Education Secretary Linda McMahon is doing exactly what President Donald J. Trump hired her to do: Clean out a failed education bureaucracy, return power to states and parents, and put students – not Washington politics – first. That’s why Sen. Elizabeth Warren (D-MA) is attacking her.

McMahon sets out to fix the Department of Education

From the moment Secretary McMahon took the helm at the U.S. Department of Education, she made it clear she would not be another caretaker of a broken system. She has focused on three things Washington has avoided for decades: streamlining a bloated bureaucracy, redirecting resources from federal offices to classrooms, and restoring control of education to states and local communities. In just months, she has delivered more meaningful structural reform than most secretaries attempted in entire terms.

That is exactly what terrifies Sen.
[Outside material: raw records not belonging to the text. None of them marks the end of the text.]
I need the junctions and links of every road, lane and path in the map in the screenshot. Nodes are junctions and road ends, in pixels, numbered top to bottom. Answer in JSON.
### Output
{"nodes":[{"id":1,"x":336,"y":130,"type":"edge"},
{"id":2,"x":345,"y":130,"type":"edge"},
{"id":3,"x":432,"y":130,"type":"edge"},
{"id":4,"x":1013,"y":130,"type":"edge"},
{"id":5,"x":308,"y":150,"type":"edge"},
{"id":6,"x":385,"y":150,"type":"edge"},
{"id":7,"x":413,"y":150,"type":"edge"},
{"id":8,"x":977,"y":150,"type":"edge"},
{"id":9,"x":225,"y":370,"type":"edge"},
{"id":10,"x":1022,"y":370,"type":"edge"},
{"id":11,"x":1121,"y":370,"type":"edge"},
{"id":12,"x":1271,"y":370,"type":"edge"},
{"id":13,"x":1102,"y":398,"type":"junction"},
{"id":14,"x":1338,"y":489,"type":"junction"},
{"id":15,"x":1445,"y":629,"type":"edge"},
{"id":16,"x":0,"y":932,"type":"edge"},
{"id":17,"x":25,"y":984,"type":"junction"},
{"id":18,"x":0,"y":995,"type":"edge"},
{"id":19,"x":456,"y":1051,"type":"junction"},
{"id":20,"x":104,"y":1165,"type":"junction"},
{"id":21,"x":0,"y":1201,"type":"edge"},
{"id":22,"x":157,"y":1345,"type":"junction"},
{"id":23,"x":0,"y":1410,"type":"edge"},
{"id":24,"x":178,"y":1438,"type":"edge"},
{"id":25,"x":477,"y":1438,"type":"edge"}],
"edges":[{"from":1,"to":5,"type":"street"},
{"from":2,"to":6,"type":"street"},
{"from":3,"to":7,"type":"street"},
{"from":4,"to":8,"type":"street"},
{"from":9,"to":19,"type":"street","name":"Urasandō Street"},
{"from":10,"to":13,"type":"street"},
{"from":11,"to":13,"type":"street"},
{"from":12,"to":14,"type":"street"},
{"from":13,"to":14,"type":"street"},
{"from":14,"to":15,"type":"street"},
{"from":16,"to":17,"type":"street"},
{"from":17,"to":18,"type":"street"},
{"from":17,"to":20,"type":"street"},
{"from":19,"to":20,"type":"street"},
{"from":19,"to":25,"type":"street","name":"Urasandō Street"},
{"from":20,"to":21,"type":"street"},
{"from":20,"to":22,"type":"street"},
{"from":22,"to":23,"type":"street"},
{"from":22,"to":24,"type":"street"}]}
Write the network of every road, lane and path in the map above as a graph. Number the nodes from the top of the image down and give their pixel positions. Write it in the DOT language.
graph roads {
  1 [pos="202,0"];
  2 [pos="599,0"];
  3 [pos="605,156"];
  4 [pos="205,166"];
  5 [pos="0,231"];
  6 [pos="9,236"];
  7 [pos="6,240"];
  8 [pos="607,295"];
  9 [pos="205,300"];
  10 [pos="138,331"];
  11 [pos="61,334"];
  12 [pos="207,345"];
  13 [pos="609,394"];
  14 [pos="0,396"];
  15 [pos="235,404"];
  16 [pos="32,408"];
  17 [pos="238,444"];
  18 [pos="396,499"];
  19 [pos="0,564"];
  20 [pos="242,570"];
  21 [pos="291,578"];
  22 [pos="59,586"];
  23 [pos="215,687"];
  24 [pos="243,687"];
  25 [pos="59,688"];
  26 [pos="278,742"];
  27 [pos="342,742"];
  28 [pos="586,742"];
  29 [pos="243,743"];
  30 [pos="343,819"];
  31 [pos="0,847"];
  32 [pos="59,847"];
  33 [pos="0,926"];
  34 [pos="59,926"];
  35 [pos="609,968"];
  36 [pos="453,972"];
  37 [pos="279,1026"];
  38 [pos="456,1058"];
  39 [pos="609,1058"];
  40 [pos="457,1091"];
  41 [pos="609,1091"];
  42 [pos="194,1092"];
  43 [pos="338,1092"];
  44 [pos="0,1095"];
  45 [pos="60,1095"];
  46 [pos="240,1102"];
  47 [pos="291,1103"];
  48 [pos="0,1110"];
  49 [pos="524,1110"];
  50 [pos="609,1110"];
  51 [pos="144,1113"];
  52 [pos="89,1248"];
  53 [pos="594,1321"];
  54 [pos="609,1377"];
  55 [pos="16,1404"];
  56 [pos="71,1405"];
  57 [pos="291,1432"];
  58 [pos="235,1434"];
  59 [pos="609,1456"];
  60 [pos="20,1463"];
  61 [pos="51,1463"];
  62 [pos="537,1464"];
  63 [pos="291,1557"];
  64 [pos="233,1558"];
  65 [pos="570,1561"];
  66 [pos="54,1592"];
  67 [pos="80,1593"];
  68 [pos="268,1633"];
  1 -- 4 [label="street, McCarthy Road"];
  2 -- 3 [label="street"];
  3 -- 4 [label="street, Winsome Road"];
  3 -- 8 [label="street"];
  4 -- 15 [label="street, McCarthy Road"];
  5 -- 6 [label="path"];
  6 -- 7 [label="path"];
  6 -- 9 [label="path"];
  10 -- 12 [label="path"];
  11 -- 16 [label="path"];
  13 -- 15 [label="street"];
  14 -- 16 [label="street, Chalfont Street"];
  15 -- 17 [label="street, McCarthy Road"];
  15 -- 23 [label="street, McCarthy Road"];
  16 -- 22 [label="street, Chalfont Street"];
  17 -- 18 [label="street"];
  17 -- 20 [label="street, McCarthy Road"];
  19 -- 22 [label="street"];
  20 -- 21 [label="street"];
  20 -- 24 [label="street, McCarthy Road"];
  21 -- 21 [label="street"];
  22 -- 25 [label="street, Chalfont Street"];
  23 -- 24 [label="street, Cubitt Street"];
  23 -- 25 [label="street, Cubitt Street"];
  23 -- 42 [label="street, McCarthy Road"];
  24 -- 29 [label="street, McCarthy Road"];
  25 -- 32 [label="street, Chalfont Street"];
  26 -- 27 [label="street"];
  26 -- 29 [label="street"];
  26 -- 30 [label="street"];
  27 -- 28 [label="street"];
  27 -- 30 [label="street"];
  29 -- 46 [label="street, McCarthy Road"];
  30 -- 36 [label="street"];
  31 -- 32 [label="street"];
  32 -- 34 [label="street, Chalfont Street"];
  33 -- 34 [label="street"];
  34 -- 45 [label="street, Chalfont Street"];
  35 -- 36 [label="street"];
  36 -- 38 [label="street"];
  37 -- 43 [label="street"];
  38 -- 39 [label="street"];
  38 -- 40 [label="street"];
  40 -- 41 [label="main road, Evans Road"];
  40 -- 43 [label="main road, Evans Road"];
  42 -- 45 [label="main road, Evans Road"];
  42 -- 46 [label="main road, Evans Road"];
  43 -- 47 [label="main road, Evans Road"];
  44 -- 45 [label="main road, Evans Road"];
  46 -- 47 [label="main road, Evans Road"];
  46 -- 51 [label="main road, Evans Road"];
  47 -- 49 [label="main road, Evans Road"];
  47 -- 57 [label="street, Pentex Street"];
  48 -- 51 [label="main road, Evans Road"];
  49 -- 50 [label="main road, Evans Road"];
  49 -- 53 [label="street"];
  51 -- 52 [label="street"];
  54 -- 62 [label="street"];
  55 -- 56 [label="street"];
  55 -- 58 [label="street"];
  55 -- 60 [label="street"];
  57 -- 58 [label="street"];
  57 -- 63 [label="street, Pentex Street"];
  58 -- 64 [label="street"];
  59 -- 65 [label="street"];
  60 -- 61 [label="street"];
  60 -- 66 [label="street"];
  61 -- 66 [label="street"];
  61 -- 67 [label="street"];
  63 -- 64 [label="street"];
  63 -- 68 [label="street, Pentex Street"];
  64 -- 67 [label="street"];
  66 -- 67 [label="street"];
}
Warren. Her recent calls for McMahon to resign are not about children, equity, or “protecting public schools.” They are about one thing: defending Washington’s control at all costs. Warren would rather preserve a federal department that has presided over record spending and record-low student outcomes than allow an outsider to expose its failures.

But McMahon refuses to apologize for demanding results. And she shouldn’t.

For decades, America has spent more per student than any major developed nation, yet our children’s test scores, especially in reading and math, have continued to fall. Entire generations of students have cycled through a system in which the federal government grows larger, costs rise, and academic performance declines. If Washington’s approach worked, we would see the results by now. Instead, we see the opposite.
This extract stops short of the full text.